Interact 12

 

O espaço literário
disruptivamente

 

José Augusto Mourão

 

 

“Dans l’oeuvre d’art l’être se risque.” (Blanchot, L’Espace littéraire, 320)

o centro de gravidade deste livro maior (1955): “Regard d’Orphée”
(Ulisses “recita” um oikos submetido ao nomos que reduz toda a coisa ao seu uso)

o Neutro é um substantivo sem substância, metamórfico, um ponto em permanente movimento que atravessa as singularidades
contar põe em jogo o neutro – não é essa é a descoberta fundamental de Kafka?

à sua volta executa um leitor ligeiro uma dança rápida: “une danse avec un partenaire invisible dans un espace séparé, une danse joyeuse, éperdue, avec le «tombeau».

alguém viu passar por aqui o Fedro e a sua ideia de começo e de fim?

Escrever é arriscar-se, para citar Apollinaire
porque várias dissociações ocorrem nesta experiência: o artista não pertence à verdade – libertemo-nos da noção de valor; deixemos para trás o desejo de ordem, de tradição, de norma, de senso comum, de humanismo; e mais ainda a noção de sujeito e de autor ou criador

viver é lançar os dados (Bataille)
o acaso (a turbulência) marcará a escrita e a leitura
não o enraizamento
a interrupção
_____________do mundo, da hipóstase,
da fusão

ao contrário da comunicação como construção de uma figura (de autor, de literatura, de comunicação, de Verdade)

___________respeite-se a estrutura grafemática da comunicação

será o anonimato o fruto da força de um desastre?

o outro
na sua infinita distância
a comunidade inconfessável

___________acaso
“Un Coup de Dés jamais n’abolira le hasard”

se o espaço é granular e descontínuo, como inscrever nele uma referência, um mundo?

___________a escrita avança, tateante e meio-cega, imprevista, pronta, tanto para a o rasurado como para a jubilatio do definitivo.

_____________a leitura segue um caminho já traçado, mas que pode antecipar, saltar: prolepses, analepses são modos de retoma ou de relançar o movimento incessante da escrita, modos de fuga ao traçado linear; ao começo e ao fim, criação dirigida”, dizia Sartre.

à voz sem pessoa (cor)responde a passibilidade
que escapa, por definição, ao estudo tético

o fazer que visa a obra e a exterioridade apresenta-se como atravessado por uma passividade intrínseca e constitutiva que se manifesta como o anonimato do imprevisto, do inconsciente, como uma forma congenital ao eu
_
o mundo falta-nos, e cada vez mais, apesar da mundialização à vista
o real cedeu a toda a espécie de substitutos: Leon Golub, autor do quadro Wounded Sphinx, diz que eles formam “um vasto espaço placebo”
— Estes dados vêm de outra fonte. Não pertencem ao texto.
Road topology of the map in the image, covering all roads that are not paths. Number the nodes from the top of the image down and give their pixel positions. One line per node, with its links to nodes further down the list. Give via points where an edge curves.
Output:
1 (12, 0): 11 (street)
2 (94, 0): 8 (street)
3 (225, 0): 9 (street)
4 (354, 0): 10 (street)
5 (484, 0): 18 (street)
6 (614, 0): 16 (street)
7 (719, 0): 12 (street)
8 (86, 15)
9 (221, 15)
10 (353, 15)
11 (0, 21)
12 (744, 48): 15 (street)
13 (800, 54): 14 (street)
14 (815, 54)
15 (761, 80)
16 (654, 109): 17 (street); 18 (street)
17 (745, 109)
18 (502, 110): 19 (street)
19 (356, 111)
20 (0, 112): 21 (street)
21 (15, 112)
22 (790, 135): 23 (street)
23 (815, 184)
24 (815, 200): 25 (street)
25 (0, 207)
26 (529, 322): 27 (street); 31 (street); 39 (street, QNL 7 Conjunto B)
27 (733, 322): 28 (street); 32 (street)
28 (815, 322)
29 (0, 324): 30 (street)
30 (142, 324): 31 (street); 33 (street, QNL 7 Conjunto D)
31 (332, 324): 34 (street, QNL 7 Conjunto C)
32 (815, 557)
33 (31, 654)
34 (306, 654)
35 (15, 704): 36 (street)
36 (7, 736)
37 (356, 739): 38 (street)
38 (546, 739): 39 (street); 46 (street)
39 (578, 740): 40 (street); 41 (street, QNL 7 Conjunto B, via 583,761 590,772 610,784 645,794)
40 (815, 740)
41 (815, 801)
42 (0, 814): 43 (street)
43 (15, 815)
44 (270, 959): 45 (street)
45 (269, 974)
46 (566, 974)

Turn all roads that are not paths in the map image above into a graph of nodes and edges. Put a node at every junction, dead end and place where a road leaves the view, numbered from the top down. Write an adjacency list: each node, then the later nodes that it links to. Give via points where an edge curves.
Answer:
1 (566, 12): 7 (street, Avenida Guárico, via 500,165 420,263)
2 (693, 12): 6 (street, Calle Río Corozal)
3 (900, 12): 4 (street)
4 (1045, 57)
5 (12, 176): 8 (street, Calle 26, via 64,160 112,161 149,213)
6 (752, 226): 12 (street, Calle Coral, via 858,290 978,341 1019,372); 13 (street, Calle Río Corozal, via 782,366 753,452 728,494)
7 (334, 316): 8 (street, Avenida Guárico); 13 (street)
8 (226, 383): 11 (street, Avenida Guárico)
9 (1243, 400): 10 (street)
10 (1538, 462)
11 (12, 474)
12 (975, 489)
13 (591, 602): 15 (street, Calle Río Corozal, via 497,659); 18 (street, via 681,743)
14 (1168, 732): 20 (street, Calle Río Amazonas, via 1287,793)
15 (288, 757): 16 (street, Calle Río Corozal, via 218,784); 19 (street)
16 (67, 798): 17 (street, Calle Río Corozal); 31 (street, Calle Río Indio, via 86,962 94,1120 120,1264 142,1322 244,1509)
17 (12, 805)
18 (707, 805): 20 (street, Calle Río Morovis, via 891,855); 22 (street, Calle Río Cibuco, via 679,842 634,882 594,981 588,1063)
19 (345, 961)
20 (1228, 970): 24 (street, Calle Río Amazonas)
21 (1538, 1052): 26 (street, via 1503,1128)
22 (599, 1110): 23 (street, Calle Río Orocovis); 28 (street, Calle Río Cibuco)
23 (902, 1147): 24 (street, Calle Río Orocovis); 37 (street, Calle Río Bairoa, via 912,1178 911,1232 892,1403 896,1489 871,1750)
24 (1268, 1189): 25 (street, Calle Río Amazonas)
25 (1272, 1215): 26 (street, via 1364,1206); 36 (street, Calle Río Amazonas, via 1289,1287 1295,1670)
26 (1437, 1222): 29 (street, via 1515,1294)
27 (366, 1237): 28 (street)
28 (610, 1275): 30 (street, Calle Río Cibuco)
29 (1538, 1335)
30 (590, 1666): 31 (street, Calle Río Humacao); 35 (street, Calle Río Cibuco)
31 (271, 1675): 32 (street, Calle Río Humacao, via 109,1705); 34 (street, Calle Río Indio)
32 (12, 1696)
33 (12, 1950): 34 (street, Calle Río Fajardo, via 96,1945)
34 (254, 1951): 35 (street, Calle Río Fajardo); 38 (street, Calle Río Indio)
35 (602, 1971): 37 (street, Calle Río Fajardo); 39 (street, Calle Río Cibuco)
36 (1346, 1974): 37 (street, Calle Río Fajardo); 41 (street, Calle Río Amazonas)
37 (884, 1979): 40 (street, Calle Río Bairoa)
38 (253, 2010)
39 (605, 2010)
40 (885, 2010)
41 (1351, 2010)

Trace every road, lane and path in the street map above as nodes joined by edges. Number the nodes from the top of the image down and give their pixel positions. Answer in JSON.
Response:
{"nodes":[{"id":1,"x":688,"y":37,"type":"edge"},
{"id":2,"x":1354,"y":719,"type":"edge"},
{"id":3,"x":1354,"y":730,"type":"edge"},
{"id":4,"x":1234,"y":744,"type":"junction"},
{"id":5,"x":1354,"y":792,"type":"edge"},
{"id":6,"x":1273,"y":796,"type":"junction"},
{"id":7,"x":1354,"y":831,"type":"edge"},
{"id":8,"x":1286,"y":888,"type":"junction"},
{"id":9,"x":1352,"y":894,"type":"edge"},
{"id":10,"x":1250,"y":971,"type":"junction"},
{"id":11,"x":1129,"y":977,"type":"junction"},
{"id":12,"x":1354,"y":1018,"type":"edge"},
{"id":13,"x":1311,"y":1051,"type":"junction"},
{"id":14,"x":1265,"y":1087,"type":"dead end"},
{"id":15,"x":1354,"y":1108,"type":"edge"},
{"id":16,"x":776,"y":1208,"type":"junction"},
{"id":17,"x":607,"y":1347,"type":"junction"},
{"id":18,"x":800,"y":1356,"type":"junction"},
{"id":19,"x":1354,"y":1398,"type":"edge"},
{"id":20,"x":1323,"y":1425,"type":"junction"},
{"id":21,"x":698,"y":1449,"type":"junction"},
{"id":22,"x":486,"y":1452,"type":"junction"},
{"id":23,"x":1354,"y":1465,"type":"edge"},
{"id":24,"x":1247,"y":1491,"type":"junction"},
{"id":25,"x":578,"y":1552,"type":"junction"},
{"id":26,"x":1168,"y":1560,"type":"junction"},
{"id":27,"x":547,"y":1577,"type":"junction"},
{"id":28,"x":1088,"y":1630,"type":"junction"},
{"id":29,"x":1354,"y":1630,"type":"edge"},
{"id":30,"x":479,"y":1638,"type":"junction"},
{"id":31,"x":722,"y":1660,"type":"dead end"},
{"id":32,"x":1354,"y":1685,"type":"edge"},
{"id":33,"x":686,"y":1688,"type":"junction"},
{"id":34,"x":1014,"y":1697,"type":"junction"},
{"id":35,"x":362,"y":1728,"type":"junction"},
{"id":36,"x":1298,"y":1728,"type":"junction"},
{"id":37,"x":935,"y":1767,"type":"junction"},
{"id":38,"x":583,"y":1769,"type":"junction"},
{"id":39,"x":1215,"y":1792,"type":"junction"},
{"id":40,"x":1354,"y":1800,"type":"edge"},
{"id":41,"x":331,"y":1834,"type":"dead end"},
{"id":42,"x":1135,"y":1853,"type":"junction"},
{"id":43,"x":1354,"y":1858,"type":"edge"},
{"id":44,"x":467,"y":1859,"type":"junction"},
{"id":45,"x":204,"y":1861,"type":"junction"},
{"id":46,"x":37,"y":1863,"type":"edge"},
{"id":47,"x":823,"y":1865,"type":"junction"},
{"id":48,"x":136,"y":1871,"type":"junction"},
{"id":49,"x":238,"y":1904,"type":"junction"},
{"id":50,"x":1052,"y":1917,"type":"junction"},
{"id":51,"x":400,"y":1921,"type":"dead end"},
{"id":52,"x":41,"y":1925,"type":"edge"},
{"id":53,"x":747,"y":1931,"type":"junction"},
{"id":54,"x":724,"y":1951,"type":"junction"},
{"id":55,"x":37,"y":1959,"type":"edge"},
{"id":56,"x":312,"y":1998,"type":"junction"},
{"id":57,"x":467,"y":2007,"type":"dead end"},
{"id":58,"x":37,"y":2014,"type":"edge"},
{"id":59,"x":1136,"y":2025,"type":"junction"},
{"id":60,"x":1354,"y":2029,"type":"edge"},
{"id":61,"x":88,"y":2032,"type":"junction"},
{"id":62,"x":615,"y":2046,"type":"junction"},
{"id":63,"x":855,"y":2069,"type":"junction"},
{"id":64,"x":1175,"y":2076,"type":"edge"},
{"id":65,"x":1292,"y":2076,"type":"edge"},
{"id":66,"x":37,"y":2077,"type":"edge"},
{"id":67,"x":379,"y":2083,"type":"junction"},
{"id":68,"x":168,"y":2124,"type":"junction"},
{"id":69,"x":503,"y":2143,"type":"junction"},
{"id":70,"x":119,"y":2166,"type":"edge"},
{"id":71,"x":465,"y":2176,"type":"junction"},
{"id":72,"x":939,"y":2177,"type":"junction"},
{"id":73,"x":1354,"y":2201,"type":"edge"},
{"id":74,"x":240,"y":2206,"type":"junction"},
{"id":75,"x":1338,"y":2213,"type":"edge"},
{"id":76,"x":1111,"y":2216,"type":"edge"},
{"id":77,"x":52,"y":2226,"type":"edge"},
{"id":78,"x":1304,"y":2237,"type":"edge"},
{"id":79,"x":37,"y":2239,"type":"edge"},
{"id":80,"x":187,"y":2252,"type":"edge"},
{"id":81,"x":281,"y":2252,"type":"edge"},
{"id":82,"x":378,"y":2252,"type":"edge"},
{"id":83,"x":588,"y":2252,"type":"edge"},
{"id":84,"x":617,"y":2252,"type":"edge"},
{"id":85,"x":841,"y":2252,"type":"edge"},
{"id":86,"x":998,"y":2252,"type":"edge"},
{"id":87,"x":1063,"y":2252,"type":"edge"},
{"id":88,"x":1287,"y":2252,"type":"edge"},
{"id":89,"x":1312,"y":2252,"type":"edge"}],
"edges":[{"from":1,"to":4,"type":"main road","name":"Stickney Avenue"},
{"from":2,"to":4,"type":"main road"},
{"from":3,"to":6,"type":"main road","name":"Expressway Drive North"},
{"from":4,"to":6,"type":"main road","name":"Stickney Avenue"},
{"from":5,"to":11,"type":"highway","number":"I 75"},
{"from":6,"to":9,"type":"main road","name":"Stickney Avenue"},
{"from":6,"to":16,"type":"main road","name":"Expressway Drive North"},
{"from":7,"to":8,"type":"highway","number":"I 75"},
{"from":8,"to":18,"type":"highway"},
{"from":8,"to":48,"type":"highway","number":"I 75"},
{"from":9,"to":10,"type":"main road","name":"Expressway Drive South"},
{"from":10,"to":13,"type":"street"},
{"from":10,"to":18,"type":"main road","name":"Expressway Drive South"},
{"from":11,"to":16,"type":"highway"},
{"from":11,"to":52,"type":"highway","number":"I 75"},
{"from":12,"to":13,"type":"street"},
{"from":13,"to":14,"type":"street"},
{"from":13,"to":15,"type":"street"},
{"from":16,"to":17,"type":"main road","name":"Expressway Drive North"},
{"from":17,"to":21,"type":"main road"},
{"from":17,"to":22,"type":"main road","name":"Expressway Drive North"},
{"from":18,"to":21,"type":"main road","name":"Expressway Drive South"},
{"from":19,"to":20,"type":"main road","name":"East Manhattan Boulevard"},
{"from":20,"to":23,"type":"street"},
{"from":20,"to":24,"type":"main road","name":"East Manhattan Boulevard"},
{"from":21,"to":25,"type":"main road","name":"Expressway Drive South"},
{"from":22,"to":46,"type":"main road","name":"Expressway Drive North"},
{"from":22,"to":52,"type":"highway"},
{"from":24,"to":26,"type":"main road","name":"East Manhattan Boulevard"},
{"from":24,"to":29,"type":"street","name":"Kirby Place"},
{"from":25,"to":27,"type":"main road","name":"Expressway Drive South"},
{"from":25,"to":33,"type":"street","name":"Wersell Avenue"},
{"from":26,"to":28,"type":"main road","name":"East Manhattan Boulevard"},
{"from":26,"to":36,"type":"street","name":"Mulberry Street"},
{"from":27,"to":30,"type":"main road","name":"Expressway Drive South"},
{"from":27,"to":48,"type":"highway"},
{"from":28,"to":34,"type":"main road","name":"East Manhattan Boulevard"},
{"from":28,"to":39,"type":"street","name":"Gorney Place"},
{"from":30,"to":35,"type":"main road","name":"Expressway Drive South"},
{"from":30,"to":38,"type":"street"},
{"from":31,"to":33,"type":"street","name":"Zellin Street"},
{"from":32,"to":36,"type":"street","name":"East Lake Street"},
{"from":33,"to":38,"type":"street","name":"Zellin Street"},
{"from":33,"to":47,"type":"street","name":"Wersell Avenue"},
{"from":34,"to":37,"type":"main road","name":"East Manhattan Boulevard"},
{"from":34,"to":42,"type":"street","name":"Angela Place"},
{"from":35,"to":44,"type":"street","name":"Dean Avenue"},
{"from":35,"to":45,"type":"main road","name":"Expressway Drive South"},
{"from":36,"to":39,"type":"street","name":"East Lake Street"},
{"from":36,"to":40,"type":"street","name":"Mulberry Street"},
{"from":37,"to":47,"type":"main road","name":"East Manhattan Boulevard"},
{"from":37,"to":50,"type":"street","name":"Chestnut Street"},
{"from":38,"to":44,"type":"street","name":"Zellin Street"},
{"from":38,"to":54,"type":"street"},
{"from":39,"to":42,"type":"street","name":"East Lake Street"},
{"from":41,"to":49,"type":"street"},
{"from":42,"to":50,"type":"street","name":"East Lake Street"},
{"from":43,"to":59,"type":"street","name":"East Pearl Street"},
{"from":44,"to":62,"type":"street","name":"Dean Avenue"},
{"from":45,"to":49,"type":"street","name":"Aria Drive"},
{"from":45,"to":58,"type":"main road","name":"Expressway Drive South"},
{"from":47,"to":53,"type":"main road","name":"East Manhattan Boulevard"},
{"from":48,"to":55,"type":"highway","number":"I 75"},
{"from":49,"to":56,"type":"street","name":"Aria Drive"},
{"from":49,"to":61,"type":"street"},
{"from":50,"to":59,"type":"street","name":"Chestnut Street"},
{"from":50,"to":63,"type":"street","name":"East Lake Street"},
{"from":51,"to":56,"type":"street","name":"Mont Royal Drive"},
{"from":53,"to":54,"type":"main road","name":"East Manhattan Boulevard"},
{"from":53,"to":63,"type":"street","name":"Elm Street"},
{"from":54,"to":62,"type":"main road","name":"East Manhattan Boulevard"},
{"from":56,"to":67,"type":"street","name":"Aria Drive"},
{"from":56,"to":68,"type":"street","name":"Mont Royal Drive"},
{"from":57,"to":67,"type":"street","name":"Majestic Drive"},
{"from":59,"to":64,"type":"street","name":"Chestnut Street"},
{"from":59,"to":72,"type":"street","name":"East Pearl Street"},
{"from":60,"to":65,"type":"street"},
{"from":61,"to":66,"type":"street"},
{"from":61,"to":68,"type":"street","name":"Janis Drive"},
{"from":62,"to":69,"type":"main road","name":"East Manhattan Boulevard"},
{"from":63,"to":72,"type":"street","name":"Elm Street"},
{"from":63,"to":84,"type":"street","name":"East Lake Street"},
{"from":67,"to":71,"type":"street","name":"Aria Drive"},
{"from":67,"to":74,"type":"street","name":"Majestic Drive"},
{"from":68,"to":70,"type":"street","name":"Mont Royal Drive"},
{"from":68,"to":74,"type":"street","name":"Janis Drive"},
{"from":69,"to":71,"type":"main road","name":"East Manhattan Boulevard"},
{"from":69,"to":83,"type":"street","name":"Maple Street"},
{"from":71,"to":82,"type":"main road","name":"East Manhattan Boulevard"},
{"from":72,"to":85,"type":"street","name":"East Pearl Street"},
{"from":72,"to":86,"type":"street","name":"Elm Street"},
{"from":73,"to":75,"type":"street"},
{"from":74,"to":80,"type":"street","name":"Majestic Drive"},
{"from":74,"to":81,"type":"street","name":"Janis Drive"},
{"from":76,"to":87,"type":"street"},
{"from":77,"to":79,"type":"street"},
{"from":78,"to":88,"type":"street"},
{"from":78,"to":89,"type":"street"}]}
___quem é mais pobre em mundo, agora que a fronteira entre o humano e o inumano tendem a anular-se?

pode a literatura dizer tudo? Que é “dizer tudo”? Blanchot escreve em Le Livre à venir: “L’expérience qu’est la littérature est une expérience totale». Mas escreve também outra coisa: on ne peut se représenter «tout» qu’en faisant intervenir la mort. Le tout implique la mort, et la mort du signe à la fois l’impossibilité, le caractère intenable du «tout dire» ou du «tout faire», et néamoins sa nécessité» (L’Espace littéraire).

Mallarmé, Kafka, Rilke

pensar com eles a morte, o não-sujeito, a inspiração, a comunicação e a leitura, o exílio
sem esquecer a solidão essencial do escritor e da literatura
sem esquecer a questão das relações da arte com a História
e a questão de Deus

a literatura e a arte já não celebram o divino
a arte não transporta mais a necessidade de absoluto

“Qui creuse le vers, échappe à l’être comme certitude, rencontre l’absence des dieux, vit dans l’intimité de cette absence, en devient responsable, en assume le risque, en supporte la faveur».

já não é a linguagem que fala, mas o esquecimento

o extravio do desejo de narrativa começa aqui
“Un récit? Non, pas de récit, plus jamais» (La Folie du jour: 37)

_________não marca a ciberescrita, a indecisão do pensamento, a instabilidade (textual)?

a força do poeta, o risco maior é morar onde falta deus
e onde a verdade falta

mas o poema não responde
como deus já não responde

o espaço do poema vive dessa dupla ausência:
«c’est pourquoi le poème est la pauvreté de la solitude.»